April 18th, 2008 by WilliamWheeler · No Comments

In a front page column in the New York Times last week, Adam Liptak outlined a brewing legal battle against Homeland Security chief Michael Chertoff’s use of sweeping new powers to expedite the construction of barriers along America’s southwestern borders.

But a legal challenge to the use of those powers is being heard at the Supreme Court, posing yet another obstacle to the border fence project, even as it being assailed by activists on both sides of the immigration debate.Suspension of more than 30 laws has brought border fence installation before Supreme Court.

Citing criminal activity at the Mexican border and acting under a 2005 law that empowered him to disregard any legal barriers in the way, Chertoff recently suspended more than 30 laws that could impede the construction of a border wall. Among these were laws governing the “environment, endangered species, migratory birds, the bald eagle, antiquities, farms, deserts, forests, Native American graves and religious freedom.”

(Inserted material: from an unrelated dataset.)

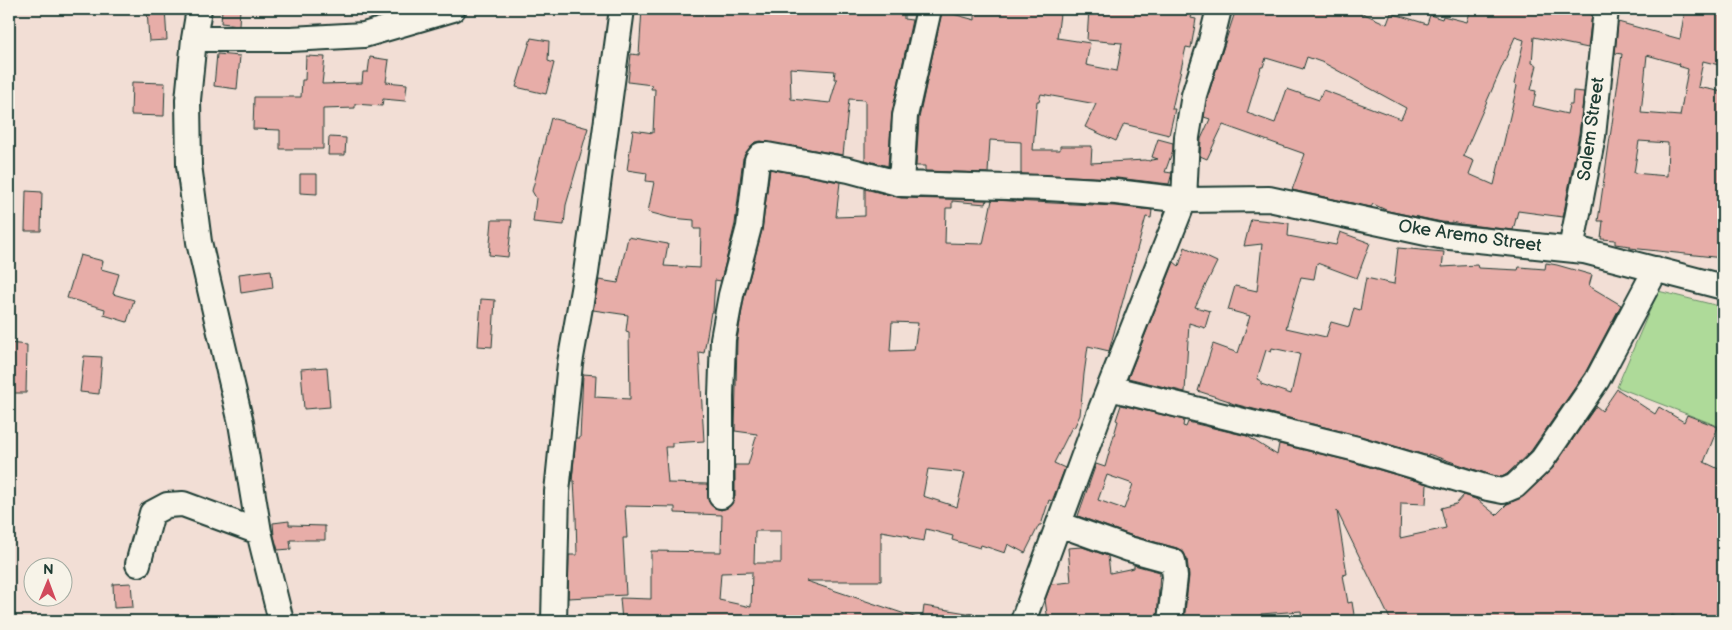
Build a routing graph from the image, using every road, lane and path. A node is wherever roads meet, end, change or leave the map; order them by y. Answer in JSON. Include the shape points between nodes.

The law has been challenged in Supreme Court on the grounds that it gives away too much of Congress’ authority. Arizona environmentalists have challenged similar waivers filed by Chertoff in a case that has now reached the Supreme Court. Any court decision on the matter will likely affect the recent waivers. The government’s response, which was due this week, might echo a previous Justice Department argument that Congress is allowed to delegate issues of national security, immigration, and foreign affairs because the Constitution gives the executive branch lots of wiggle room in those arenas.

In January, Chertoff cited the murder of an American border patrol agent by Mexicans 20 miles west of Yuma, Ariz., as an example of Mexican drug runners’ increasing brutality, which has apparently spread across into U.S. territory. An article by the New York Times described a spiraling conflict of assassinations and fierce gun fights between Mexico’s federal police and criminal organizations like the Zetas. “Founded by former Mexican commandos trained in the United States, the Zetas have long been the professional assassins of the Gulf Cartel, which controls the flow of drugs along the Gulf Coast and across the Texas border,” according to the piece.

But Chertoff’s border woes are also coming from Washington, where technical delays and the $7.6 billion price tag for a plan to build a virtual fence of cameras and radars across the American southwest is uniting politicians and activists from both sides of the immigration debate in opposition.

A recent report from the Government Office of Accountability took particular issue with Project 28, a portion of the program contracted to Boeing.

According to last month’s report in Congressional Quarterly, Chertoff “took exception to some of GAO’s conclusions, but he is increasingly on an island in defense. … When Chertoff and Bush leave office next January, it’s possible their vision of electronic surveillance technology on the border will go with them.”